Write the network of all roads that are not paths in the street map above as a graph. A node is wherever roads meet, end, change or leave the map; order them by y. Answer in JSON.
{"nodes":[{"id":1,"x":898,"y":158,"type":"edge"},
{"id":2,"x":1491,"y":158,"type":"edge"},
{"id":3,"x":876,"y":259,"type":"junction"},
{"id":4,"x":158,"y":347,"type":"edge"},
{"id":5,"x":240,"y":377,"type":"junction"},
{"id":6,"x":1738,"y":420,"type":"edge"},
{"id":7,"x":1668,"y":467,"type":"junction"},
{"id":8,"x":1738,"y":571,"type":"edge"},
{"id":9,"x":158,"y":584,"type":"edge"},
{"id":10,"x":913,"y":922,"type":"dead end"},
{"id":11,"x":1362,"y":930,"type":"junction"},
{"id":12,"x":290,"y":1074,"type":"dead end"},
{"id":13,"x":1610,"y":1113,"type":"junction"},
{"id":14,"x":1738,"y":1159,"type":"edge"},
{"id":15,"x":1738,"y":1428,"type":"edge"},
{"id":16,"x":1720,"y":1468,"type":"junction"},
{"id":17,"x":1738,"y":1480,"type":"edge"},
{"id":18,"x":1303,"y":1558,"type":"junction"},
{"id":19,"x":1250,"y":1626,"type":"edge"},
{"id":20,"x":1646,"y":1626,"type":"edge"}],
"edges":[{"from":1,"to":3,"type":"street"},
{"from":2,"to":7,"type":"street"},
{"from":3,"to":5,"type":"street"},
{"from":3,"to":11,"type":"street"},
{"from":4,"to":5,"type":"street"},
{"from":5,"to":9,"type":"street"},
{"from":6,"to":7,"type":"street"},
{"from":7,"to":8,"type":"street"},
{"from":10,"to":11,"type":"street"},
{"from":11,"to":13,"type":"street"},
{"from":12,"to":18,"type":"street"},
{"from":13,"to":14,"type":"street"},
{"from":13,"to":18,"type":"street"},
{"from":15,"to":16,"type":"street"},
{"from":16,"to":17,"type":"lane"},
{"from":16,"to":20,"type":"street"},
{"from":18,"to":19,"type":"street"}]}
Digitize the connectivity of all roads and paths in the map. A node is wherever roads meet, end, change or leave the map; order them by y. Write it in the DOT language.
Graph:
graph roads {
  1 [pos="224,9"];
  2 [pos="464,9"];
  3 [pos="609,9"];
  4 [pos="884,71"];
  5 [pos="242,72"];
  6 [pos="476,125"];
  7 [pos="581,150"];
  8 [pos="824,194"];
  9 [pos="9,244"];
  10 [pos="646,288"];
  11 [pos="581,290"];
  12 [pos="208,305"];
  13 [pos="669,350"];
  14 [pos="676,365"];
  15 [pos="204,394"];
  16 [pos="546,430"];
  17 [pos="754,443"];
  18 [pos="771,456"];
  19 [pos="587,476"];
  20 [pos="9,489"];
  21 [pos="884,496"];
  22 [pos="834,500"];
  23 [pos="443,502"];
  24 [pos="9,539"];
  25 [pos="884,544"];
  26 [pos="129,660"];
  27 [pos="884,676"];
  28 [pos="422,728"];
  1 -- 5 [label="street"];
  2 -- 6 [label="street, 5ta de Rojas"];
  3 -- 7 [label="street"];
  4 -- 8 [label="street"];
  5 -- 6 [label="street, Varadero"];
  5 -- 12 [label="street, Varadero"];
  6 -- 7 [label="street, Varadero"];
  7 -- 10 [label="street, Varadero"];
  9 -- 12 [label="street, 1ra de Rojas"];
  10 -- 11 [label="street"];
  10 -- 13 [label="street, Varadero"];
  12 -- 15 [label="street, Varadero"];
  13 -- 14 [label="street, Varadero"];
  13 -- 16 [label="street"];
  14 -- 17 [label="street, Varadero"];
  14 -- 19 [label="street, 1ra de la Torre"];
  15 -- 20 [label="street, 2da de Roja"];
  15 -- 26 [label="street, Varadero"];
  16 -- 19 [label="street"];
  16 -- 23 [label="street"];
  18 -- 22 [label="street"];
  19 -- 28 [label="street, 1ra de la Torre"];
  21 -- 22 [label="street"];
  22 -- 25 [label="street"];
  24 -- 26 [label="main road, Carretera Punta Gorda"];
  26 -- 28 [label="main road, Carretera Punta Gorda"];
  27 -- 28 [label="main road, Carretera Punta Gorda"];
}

◆ **Work to complete**:
If a line in the data contains the string "Carretera", copy it.

◆ **Result for this task**:
  24 -- 26 [label="main road, Carretera Punta Gorda"];
  26 -- 28 [label="main road, Carretera Punta Gorda"];
  27 -- 28 [label="main road, Carretera Punta Gorda"];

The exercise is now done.